### Your task
Among the lines below, count those containing the word "ถนนเล". Give the number only.

Extracted entries Start Marker

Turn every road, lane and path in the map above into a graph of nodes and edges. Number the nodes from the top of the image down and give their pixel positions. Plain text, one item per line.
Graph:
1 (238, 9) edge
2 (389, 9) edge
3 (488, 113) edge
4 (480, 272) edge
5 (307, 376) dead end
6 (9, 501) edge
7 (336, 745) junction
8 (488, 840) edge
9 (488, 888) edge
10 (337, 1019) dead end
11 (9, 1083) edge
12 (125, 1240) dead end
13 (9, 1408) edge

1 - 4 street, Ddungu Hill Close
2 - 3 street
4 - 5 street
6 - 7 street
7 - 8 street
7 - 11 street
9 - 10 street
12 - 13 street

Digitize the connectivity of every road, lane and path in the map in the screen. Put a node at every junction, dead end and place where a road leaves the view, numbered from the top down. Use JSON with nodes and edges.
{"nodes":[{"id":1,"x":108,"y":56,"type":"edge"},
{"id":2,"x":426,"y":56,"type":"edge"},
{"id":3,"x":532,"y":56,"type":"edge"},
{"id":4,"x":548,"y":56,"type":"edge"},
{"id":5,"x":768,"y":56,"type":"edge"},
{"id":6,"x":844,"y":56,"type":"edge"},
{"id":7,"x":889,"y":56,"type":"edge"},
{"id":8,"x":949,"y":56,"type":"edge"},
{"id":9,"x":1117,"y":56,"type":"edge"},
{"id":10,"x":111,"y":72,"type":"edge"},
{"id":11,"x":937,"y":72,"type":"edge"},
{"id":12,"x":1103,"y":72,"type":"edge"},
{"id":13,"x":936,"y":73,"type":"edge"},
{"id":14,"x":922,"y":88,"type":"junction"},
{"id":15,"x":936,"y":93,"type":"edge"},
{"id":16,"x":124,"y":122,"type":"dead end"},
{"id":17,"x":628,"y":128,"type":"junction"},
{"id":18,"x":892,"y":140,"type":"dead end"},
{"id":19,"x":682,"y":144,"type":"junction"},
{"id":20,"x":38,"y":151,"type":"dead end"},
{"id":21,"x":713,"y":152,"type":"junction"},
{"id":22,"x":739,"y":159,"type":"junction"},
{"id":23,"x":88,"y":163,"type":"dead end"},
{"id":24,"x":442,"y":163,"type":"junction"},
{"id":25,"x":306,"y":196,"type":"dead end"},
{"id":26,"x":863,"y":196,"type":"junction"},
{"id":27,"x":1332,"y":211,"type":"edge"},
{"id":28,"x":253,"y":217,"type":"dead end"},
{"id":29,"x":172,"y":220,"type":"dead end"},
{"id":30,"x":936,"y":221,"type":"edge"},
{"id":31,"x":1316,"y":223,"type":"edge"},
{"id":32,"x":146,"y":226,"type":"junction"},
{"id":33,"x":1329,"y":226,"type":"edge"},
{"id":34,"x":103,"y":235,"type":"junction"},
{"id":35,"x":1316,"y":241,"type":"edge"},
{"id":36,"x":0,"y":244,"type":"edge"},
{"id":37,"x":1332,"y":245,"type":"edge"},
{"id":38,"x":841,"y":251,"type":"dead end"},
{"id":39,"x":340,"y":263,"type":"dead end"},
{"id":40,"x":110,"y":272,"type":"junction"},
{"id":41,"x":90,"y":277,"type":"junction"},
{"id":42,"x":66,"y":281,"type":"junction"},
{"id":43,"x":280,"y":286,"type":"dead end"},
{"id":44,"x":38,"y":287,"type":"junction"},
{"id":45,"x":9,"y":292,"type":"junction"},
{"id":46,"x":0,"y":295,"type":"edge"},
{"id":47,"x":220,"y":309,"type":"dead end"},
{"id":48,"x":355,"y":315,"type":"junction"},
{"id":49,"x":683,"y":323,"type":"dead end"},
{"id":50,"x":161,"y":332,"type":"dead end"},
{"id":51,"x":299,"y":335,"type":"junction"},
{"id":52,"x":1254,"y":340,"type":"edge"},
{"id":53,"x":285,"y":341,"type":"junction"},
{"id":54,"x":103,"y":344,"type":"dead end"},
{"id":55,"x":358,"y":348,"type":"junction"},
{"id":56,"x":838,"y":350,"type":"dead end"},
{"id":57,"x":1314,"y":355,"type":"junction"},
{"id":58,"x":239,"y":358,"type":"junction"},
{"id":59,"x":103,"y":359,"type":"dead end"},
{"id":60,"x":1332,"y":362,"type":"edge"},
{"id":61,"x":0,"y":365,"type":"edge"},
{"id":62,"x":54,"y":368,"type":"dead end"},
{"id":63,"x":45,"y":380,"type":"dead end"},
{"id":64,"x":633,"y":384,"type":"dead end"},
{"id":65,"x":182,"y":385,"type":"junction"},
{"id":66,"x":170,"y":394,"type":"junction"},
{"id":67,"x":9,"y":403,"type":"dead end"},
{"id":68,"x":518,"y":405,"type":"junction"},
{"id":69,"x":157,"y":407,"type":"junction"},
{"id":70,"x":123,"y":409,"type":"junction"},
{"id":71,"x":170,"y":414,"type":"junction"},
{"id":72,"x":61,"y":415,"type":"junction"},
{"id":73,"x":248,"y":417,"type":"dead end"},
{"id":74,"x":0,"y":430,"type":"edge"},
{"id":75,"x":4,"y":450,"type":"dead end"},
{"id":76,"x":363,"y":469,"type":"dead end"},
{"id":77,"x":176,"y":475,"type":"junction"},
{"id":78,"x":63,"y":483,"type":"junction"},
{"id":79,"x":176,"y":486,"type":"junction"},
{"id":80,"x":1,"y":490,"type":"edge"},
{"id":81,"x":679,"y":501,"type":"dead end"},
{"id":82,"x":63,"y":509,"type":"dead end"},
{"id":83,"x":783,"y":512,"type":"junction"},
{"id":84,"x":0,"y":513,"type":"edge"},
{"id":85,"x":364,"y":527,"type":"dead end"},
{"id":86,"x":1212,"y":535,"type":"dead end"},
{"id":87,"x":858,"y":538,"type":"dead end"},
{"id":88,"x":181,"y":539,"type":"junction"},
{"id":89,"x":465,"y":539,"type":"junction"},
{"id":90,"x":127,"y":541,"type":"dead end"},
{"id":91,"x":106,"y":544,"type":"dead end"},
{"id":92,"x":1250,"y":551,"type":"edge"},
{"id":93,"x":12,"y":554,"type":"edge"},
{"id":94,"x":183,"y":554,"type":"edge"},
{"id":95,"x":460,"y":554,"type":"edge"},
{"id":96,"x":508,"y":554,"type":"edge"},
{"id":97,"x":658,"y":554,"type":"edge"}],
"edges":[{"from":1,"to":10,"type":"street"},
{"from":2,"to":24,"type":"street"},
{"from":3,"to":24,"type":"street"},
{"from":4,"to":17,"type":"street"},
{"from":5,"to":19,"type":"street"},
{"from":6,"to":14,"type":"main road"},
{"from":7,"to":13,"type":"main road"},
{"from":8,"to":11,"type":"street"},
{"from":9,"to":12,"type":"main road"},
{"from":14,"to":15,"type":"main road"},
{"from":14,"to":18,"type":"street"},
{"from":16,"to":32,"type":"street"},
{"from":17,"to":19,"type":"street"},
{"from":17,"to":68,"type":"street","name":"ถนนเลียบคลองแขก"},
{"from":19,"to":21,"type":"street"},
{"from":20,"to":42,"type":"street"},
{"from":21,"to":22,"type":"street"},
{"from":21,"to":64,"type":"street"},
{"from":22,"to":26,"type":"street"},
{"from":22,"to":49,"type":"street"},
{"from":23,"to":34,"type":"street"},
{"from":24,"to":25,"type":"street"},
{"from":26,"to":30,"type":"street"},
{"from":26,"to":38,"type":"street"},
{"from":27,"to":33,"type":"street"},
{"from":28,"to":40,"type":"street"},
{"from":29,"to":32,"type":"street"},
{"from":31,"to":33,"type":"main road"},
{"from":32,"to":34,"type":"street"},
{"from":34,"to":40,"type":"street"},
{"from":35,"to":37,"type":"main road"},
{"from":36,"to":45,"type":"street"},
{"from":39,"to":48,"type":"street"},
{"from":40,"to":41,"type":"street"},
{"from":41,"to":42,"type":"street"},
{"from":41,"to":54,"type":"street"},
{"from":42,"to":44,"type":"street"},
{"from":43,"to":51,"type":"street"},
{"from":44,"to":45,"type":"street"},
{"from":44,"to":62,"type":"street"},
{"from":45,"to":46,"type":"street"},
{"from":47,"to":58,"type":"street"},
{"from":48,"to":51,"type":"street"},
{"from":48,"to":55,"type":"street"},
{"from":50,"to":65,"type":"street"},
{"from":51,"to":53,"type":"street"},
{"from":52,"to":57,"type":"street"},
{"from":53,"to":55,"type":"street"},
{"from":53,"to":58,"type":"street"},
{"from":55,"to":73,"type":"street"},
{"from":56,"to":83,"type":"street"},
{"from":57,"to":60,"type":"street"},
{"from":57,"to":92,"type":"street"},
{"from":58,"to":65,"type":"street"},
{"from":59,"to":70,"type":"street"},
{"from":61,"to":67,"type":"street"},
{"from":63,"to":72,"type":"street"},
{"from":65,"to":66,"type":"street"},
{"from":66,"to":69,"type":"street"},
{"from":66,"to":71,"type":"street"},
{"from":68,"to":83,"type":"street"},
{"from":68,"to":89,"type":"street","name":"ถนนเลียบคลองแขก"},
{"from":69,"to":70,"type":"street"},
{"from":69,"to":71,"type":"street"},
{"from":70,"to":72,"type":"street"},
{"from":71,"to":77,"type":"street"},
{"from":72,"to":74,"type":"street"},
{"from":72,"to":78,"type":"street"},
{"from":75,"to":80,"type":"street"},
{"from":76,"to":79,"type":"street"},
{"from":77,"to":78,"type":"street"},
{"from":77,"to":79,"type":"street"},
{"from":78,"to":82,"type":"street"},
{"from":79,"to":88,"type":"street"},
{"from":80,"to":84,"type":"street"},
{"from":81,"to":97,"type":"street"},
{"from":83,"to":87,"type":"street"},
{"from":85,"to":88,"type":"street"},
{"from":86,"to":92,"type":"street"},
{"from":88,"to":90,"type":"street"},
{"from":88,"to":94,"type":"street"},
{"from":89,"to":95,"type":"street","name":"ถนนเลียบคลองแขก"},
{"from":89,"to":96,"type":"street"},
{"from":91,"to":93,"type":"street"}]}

Extracted entries End Marker

### Exercise response
3